Entries taken from a collection
Segment Open

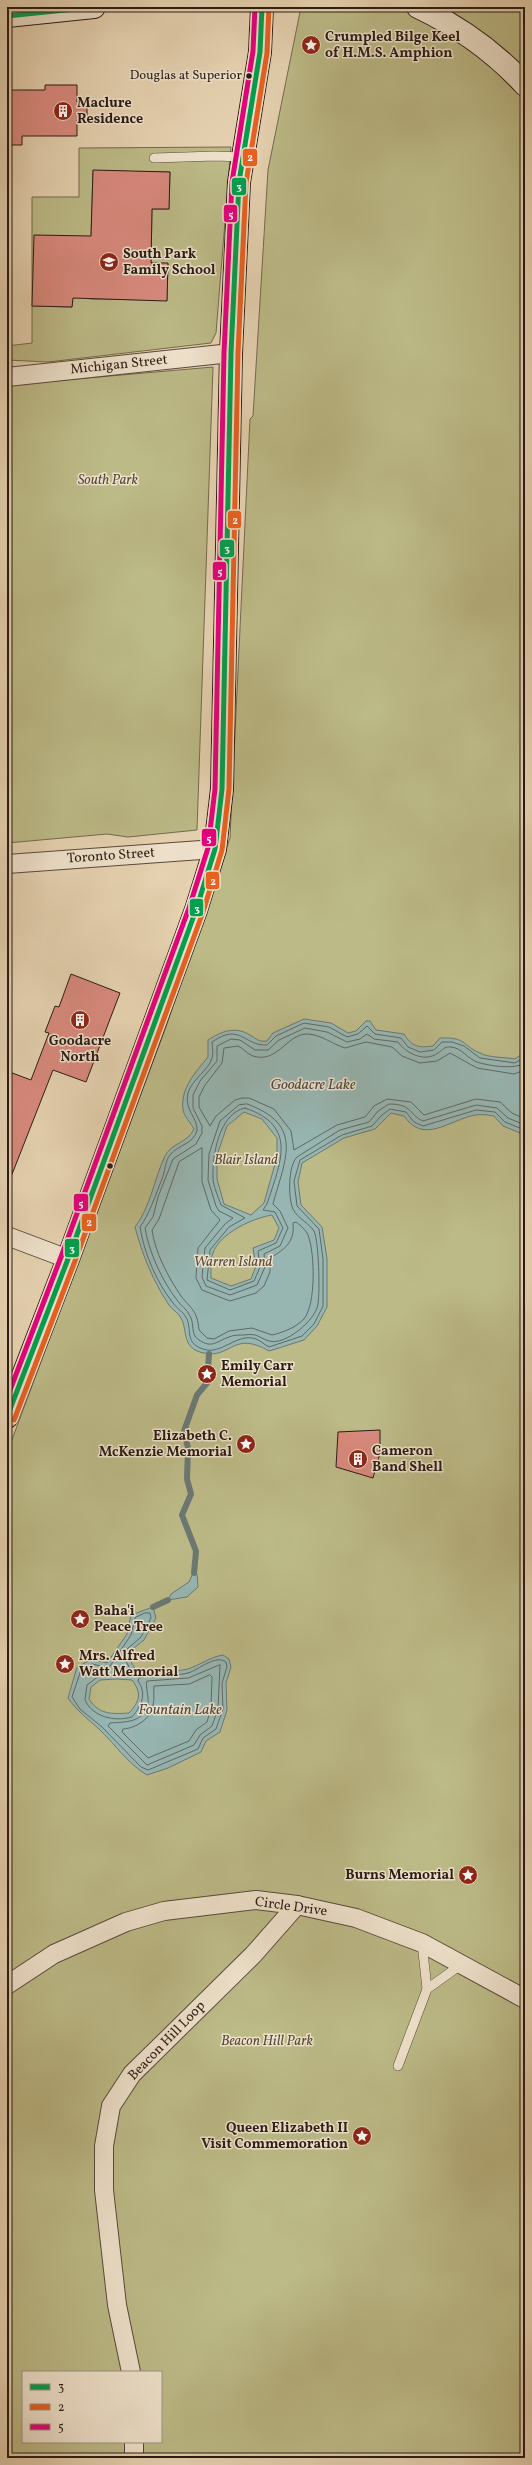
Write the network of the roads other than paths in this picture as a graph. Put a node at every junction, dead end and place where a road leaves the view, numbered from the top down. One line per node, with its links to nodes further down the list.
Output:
1 (94, 7): 4 (street)
2 (262, 7): 6 (main road)
3 (418, 7): 5 (street)
4 (7, 16)
5 (525, 85)
6 (242, 157): 7 (lane); 8 (main road)
7 (154, 158)
8 (232, 353): 9 (street, Michigan Street); 10 (main road)
9 (7, 377)
10 (215, 849): 11 (street, Toronto Street); 13 (main road)
11 (7, 864)
12 (7, 1236): 13 (street)
13 (68, 1259): 14 (main road)
14 (7, 1417)
15 (297, 1905): 16 (street, Circle Drive); 18 (street, Circle Drive); 22 (street, Beacon Hill Loop)
16 (422, 1942): 17 (street, Circle Drive); 19 (lane)
17 (462, 1964): 19 (lane); 20 (street, Circle Drive)
18 (7, 1985)
19 (427, 1988): 21 (lane)
20 (525, 1999)
21 (398, 2066)
22 (131, 2371)
23 (134, 2443): 24 (street)
24 (134, 2458)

Segment Closed

Task details
Could you transcribe the records above exactly, leaving every picture out?

Your response
Write the network of the roads other than paths in this picture as a graph. Put a node at every junction, dead end and place where a road leaves the view, numbered from the top down. One line per node, with its links to nodes further down the list.
Output:
1 (94, 7): 4 (street)
2 (262, 7): 6 (main road)
3 (418, 7): 5 (street)
4 (7, 16)
5 (525, 85)
6 (242, 157): 7 (lane); 8 (main road)
7 (154, 158)
8 (232, 353): 9 (street, Michigan Street); 10 (main road)
9 (7, 377)
10 (215, 849): 11 (street, Toronto Street); 13 (main road)
11 (7, 864)
12 (7, 1236): 13 (street)
13 (68, 1259): 14 (main road)
14 (7, 1417)
15 (297, 1905): 16 (street, Circle Drive); 18 (street, Circle Drive); 22 (street, Beacon Hill Loop)
16 (422, 1942): 17 (street, Circle Drive); 19 (lane)
17 (462, 1964): 19 (lane); 20 (street, Circle Drive)
18 (7, 1985)
19 (427, 1988): 21 (lane)
20 (525, 1999)
21 (398, 2066)
22 (131, 2371)
23 (134, 2443): 24 (street)
24 (134, 2458)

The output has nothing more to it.